Top of Raw data

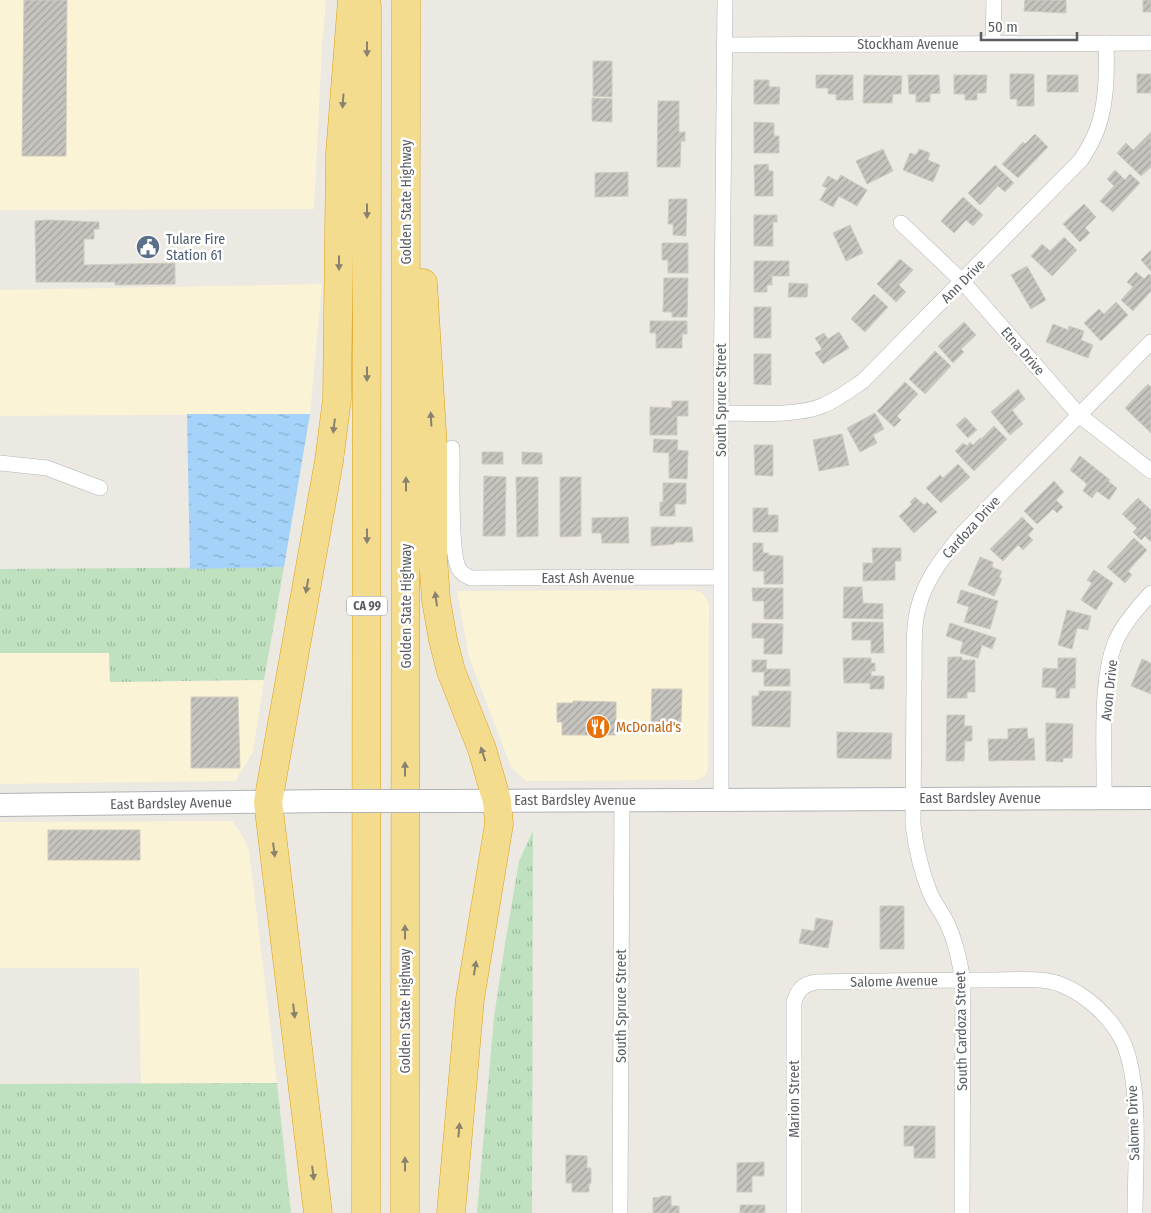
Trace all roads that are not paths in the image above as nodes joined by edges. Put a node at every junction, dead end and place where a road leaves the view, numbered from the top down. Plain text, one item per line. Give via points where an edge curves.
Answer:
1 (352, 0) edge
2 (368, 0) edge
3 (406, 0) edge
4 (725, 0) edge
5 (994, 0) edge
6 (993, 43) junction
7 (1106, 43) junction
8 (1151, 43) edge
9 (724, 45) junction
10 (406, 62) junction
11 (901, 223) dead end
12 (962, 281) junction
13 (1151, 342) edge
14 (721, 413) junction
15 (1079, 415) junction
16 (452, 448) dead end
17 (0, 463) edge
18 (1151, 471) edge
19 (100, 488) dead end
20 (721, 577) junction
21 (1151, 594) edge
22 (913, 798) junction
23 (1104, 798) junction
24 (1151, 798) edge
25 (721, 799) junction
26 (497, 800) junction
27 (622, 800) junction
28 (268, 802) junction
29 (0, 805) edge
30 (962, 980) junction
31 (801, 987) joint
32 (1077, 993) joint
33 (318, 1213) edge
34 (366, 1213) edge
35 (405, 1213) edge
36 (451, 1213) edge
37 (620, 1213) edge
38 (794, 1213) edge
39 (962, 1213) edge
40 (1135, 1213) edge

1 -> 28 highway via 340,154 336,408
2 -> 34 highway, CA 99
3 - 10 highway, Golden State Highway / CA 99
4 - 9 street, South Spruce Street
5 - 6 street
6 - 7 street, Stockham Avenue
6 - 9 street, Stockham Avenue
7 - 8 street, Stockham Avenue
7 - 12 street, Ann Drive via 1107,67 1100,118 1094,138 1081,160
9 - 14 street, South Spruce Street
26 -> 10 highway via 482,749 451,671 436,600 433,448 416,78
35 -> 10 highway, Golden State Highway / CA 99
11 - 12 street, Etna Drive
12 - 14 street, Ann Drive via 864,381 823,406 800,411
12 - 15 street, Etna Drive
13 - 15 street, Cardoza Drive
14 - 20 street, South Spruce Street
15 - 18 street, Etna Drive
15 - 22 street, Cardoza Drive via 962,534 927,584 918,605 916,626
16 - 20 street, East Ash Avenue via 454,545 459,569 471,578
17 - 19 street via 47,468
20 - 25 street, South Spruce Street
21 - 23 street, Avon Drive via 1116,642 1108,670
22 - 23 main road, East Bardsley Avenue
22 - 25 main road, East Bardsley Avenue
22 - 30 street, South Cardoza Street via 916,848 931,894 948,924 958,952
23 - 24 main road, East Bardsley Avenue
25 - 27 main road, East Bardsley Avenue
26 - 27 main road, East Bardsley Avenue
26 - 28 main road, East Bardsley Avenue, bridge
36 -> 26 highway via 470,999 498,827
27 - 37 street, South Spruce Street
28 - 29 main road, East Bardsley Avenue
28 -> 33 highway
30 - 31 street, Salome Avenue via 816,982
30 - 32 street, Salome Avenue via 1040,981 1060,984
30 - 39 street, South Cardoza Street
31 - 38 street, Marion Street via 794,1002
32 - 40 street, Salome Drive via 1098,1008 1124,1044 1135,1103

Bottom of Raw data

→ Aim of the exercise
Hand back all the entries exactly, leaving out the pictures.

→ The completed task
Trace all roads that are not paths in the image above as nodes joined by edges. Put a node at every junction, dead end and place where a road leaves the view, numbered from the top down. Plain text, one item per line. Give via points where an edge curves.
Answer:
1 (352, 0) edge
2 (368, 0) edge
3 (406, 0) edge
4 (725, 0) edge
5 (994, 0) edge
6 (993, 43) junction
7 (1106, 43) junction
8 (1151, 43) edge
9 (724, 45) junction
10 (406, 62) junction
11 (901, 223) dead end
12 (962, 281) junction
13 (1151, 342) edge
14 (721, 413) junction
15 (1079, 415) junction
16 (452, 448) dead end
17 (0, 463) edge
18 (1151, 471) edge
19 (100, 488) dead end
20 (721, 577) junction
21 (1151, 594) edge
22 (913, 798) junction
23 (1104, 798) junction
24 (1151, 798) edge
25 (721, 799) junction
26 (497, 800) junction
27 (622, 800) junction
28 (268, 802) junction
29 (0, 805) edge
30 (962, 980) junction
31 (801, 987) joint
32 (1077, 993) joint
33 (318, 1213) edge
34 (366, 1213) edge
35 (405, 1213) edge
36 (451, 1213) edge
37 (620, 1213) edge
38 (794, 1213) edge
39 (962, 1213) edge
40 (1135, 1213) edge

1 -> 28 highway via 340,154 336,408
2 -> 34 highway, CA 99
3 - 10 highway, Golden State Highway / CA 99
4 - 9 street, South Spruce Street
5 - 6 street
6 - 7 street, Stockham Avenue
6 - 9 street, Stockham Avenue
7 - 8 street, Stockham Avenue
7 - 12 street, Ann Drive via 1107,67 1100,118 1094,138 1081,160
9 - 14 street, South Spruce Street
26 -> 10 highway via 482,749 451,671 436,600 433,448 416,78
35 -> 10 highway, Golden State Highway / CA 99
11 - 12 street, Etna Drive
12 - 14 street, Ann Drive via 864,381 823,406 800,411
12 - 15 street, Etna Drive
13 - 15 street, Cardoza Drive
14 - 20 street, South Spruce Street
15 - 18 street, Etna Drive
15 - 22 street, Cardoza Drive via 962,534 927,584 918,605 916,626
16 - 20 street, East Ash Avenue via 454,545 459,569 471,578
17 - 19 street via 47,468
20 - 25 street, South Spruce Street
21 - 23 street, Avon Drive via 1116,642 1108,670
22 - 23 main road, East Bardsley Avenue
22 - 25 main road, East Bardsley Avenue
22 - 30 street, South Cardoza Street via 916,848 931,894 948,924 958,952
23 - 24 main road, East Bardsley Avenue
25 - 27 main road, East Bardsley Avenue
26 - 27 main road, East Bardsley Avenue
26 - 28 main road, East Bardsley Avenue, bridge
36 -> 26 highway via 470,999 498,827
27 - 37 street, South Spruce Street
28 - 29 main road, East Bardsley Avenue
28 -> 33 highway
30 - 31 street, Salome Avenue via 816,982
30 - 32 street, Salome Avenue via 1040,981 1060,984
30 - 39 street, South Cardoza Street
31 - 38 street, Marion Street via 794,1002
32 - 40 street, Salome Drive via 1098,1008 1124,1044 1135,1103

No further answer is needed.